L’avantage de ce modèle est qu’il permet aussi l’inter financement des lignes les moins rentables par les lignes les plus rentables en assurant aux régions les moins populeuses avec des subventions d’appoint des garanties de services et de tarifs raisonnables. L’autre avantage est que la construction immédiate des infrastructures nécessaires pour l’ensemble du réseau permettra d’éviter l’inflation des coûts de construction dans l’avenir.
Le désavantage est son coût et le fait qu’il condamne le gouvernement à toujours subventionner le système. Par ailleurs, des considérations doivent être apportées sur l’impact de la dévitalisation sur les régions non desservies.
Louis Bellemare
[2] Tu pourrais bientôt prendre un train méga rapide au Québec et voici quoi savoir – Narcity
[3] Le ministre des Transports annonce le lancement de la demande de propositions pour le projet à grande fréquence
[4] Résumé de la demande de propositions pour le train à grande fréquence
[5] La facture sera plus élevée que prévu
[6] Développement de la Grande Vitesse Ferroviaire à travers le monde : enjeux économiques, sociaux et environnementaux.
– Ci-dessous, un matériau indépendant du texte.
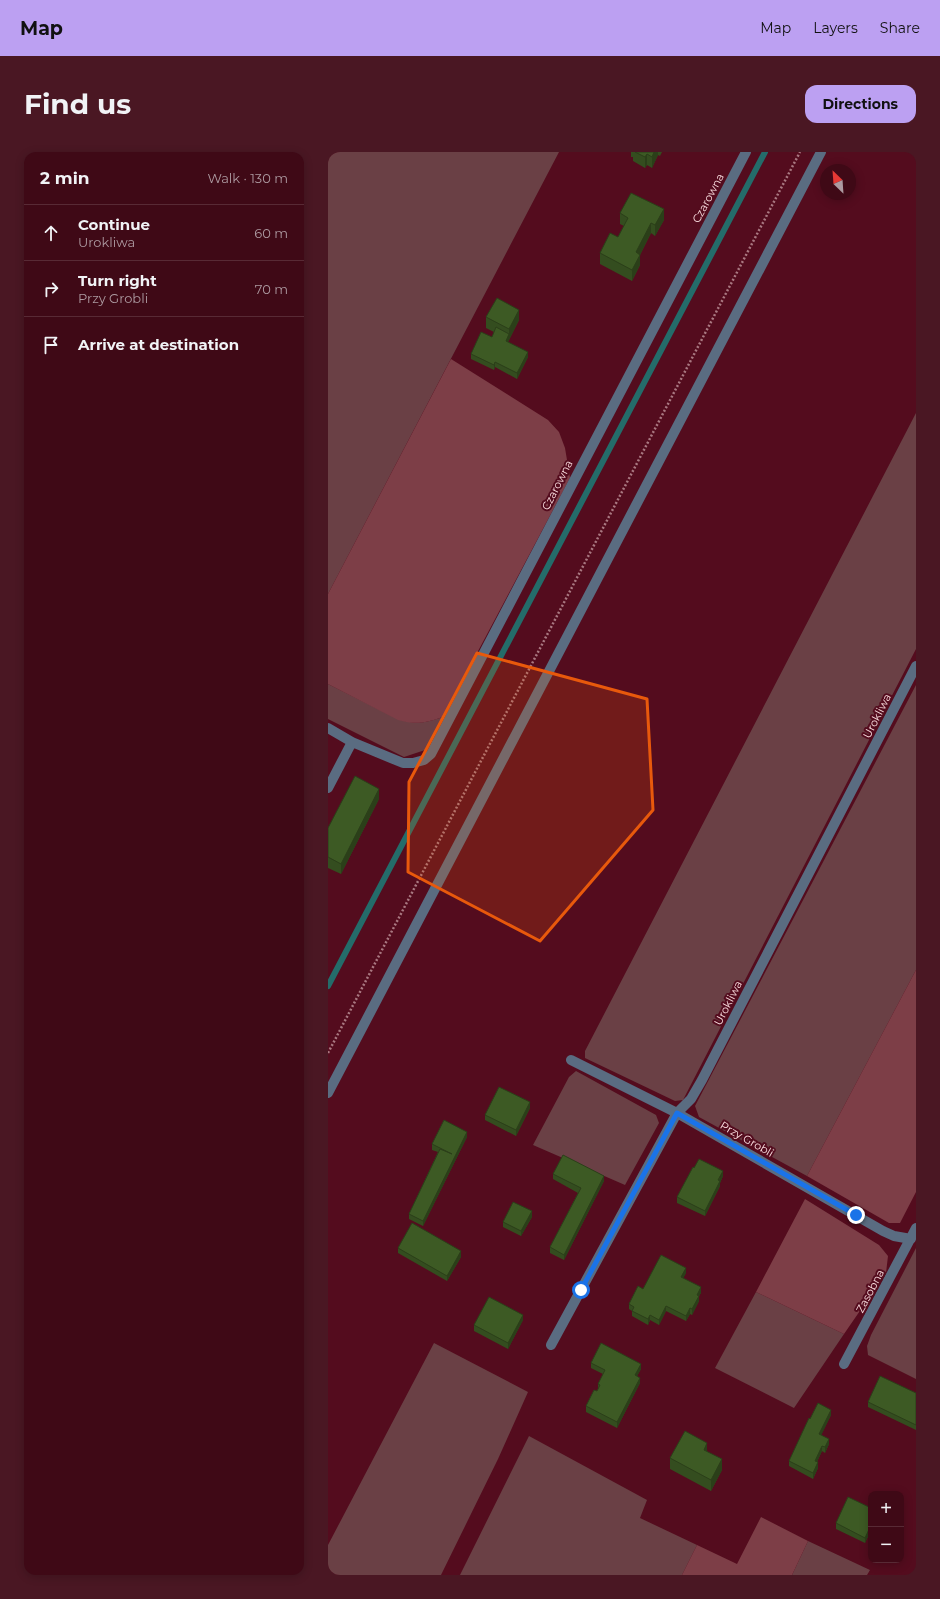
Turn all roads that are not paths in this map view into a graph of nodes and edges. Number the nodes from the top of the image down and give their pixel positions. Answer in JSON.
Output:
{"nodes":[{"id":1,"x":746,"y":152,"type":"edge"},
{"id":2,"x":821,"y":152,"type":"edge"},
{"id":3,"x":916,"y":666,"type":"edge"},
{"id":4,"x":328,"y":728,"type":"edge"},
{"id":5,"x":352,"y":742,"type":"junction"},
{"id":6,"x":328,"y":788,"type":"edge"},
{"id":7,"x":571,"y":1060,"type":"dead end"},
{"id":8,"x":328,"y":1093,"type":"edge"},
{"id":9,"x":677,"y":1113,"type":"junction"},
{"id":10,"x":916,"y":1228,"type":"edge"},
{"id":11,"x":911,"y":1239,"type":"junction"},
{"id":12,"x":551,"y":1345,"type":"dead end"},
{"id":13,"x":844,"y":1364,"type":"dead end"}],
"edges":[{"from":1,"to":5,"type":"street","name":"Czarowna"},
{"from":2,"to":8,"type":"street"},
{"from":3,"to":9,"type":"street","name":"Urokliwa"},
{"from":4,"to":5,"type":"street","name":"Czarowna"},
{"from":5,"to":6,"type":"street"},
{"from":7,"to":9,"type":"street","name":"Przy Grobli"},
{"from":9,"to":11,"type":"street","name":"Przy Grobli"},
{"from":9,"to":12,"type":"street","name":"Urokliwa"},
{"from":10,"to":11,"type":"street","name":"Zasobna"},
{"from":11,"to":13,"type":"street","name":"Zasobna"}]}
[7] La Chine dévoile le prototype d’un train à grande vitesse capable de circuler à 450 km/h
[8] Les plus grands réseaux ferroviaires à grande vitesse
[9] États-Unis, le projet de TGV entre Los Angeles et Sans Francisco grimpe à 180 milliards de dollars
[10] Économie de la grande vitesse ferroviaire : en marche vers le «modèle italien », HAL Open Science
[11] Le coût des déplacements pour les voyageurs
[12] Via Rail rapport annuel 2023
[13] Renationaliser le CN ou manquer le train, Le Journal de Montréal
[14] Yves Crozet. Économie de la grande vitesse ferroviaire : en marche vers le “ modèle italien ”. Transports, Infrastructures & Mobilité, 2022, 532, pp.43-53. ffhalshs-04093393
Un bon article qui soulève de bonnes questions, notamment quant à la légitimité de dépenses gouvernementales visant le bien collectif.
Un TGV représente un très gros investissement pour le gouvernement et des coûts budgétaires récurrents si le service demeure déficitaire. Or, le gouvernement fédéral est de moins en moins à l’aise financièrement et le gouvernement Trump risque de générer des dépenses militaires et frontalières accrues.
Cela pourrait se justifier pour réduire les émissions de GES résultant du transport par avion. Mais les gains à cet égard sont-ils majeurs étant entendu que la mise en place et l’opération de la ligne de TGV sera également source d’émissions?
Il y aurait aussi réduction de GES par rapport au transport pas auto, mais en principe au moment où un TGV entrerait en service, il n’y aurait plus guère de véhicules à essence au Canada. Le gain risque d’être minime.
Bon texte bien documenté. La bonne approche aux fins de la prise de décision me semble être celle de la rentabilité socio économique, tenant compte des externalités positives. Le gouvernement pourrait s’approprier une partie des plus values générées pour limiter ou mettre fin à terme à ses subventions.